▶ _TASK OBJECTIVE_
Among the lines below, return each one that contains the word "ALLEY".

▼

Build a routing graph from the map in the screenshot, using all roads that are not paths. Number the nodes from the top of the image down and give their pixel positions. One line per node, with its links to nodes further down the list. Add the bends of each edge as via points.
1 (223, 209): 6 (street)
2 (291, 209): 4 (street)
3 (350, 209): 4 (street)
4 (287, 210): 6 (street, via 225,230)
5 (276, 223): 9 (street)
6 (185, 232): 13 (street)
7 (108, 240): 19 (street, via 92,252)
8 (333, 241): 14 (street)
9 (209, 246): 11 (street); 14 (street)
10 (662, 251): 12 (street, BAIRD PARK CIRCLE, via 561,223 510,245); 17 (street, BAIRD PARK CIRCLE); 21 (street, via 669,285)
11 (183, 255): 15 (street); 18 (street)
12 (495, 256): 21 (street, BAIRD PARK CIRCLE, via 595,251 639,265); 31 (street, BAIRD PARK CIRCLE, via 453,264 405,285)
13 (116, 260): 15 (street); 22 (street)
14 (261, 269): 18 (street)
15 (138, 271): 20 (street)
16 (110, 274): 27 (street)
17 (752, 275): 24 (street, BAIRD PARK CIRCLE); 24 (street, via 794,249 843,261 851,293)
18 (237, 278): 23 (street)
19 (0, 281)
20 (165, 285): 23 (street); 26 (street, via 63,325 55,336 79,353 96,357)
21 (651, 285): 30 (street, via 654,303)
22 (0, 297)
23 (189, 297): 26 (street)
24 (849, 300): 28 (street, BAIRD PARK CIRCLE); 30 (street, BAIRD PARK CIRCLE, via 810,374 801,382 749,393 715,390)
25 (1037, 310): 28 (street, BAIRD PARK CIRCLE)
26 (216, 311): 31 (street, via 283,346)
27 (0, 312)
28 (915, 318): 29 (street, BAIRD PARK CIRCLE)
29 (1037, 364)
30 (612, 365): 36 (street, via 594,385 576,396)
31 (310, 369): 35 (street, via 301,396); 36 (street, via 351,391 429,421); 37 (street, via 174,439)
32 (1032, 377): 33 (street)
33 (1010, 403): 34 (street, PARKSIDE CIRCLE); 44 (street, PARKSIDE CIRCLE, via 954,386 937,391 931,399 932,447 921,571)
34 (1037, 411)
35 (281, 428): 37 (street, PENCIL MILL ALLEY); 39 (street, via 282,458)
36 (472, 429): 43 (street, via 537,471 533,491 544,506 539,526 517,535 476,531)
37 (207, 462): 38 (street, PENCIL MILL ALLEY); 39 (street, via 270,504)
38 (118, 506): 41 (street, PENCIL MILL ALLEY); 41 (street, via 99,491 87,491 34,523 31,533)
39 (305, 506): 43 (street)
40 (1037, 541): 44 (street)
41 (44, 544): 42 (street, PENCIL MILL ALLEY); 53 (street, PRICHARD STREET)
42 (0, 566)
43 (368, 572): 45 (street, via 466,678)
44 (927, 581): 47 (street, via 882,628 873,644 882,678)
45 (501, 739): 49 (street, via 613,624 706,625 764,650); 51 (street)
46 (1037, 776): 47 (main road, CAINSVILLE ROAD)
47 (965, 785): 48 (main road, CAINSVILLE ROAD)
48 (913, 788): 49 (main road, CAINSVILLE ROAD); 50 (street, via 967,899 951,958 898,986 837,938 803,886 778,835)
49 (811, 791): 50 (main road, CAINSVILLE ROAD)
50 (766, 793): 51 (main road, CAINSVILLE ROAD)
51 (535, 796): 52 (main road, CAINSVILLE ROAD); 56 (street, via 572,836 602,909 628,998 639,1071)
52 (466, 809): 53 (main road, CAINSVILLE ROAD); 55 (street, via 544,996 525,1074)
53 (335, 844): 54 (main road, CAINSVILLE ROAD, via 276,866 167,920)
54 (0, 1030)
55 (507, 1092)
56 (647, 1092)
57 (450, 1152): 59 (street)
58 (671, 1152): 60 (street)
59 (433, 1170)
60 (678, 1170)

▲

▶ _RESPONSE BOX_
35 (281, 428): 37 (street, PENCIL MILL ALLEY); 39 (street, via 282,458)
37 (207, 462): 38 (street, PENCIL MILL ALLEY); 39 (street, via 270,504)
38 (118, 506): 41 (street, PENCIL MILL ALLEY); 41 (street, via 99,491 87,491 34,523 31,533)
41 (44, 544): 42 (street, PENCIL MILL ALLEY); 53 (street, PRICHARD STREET)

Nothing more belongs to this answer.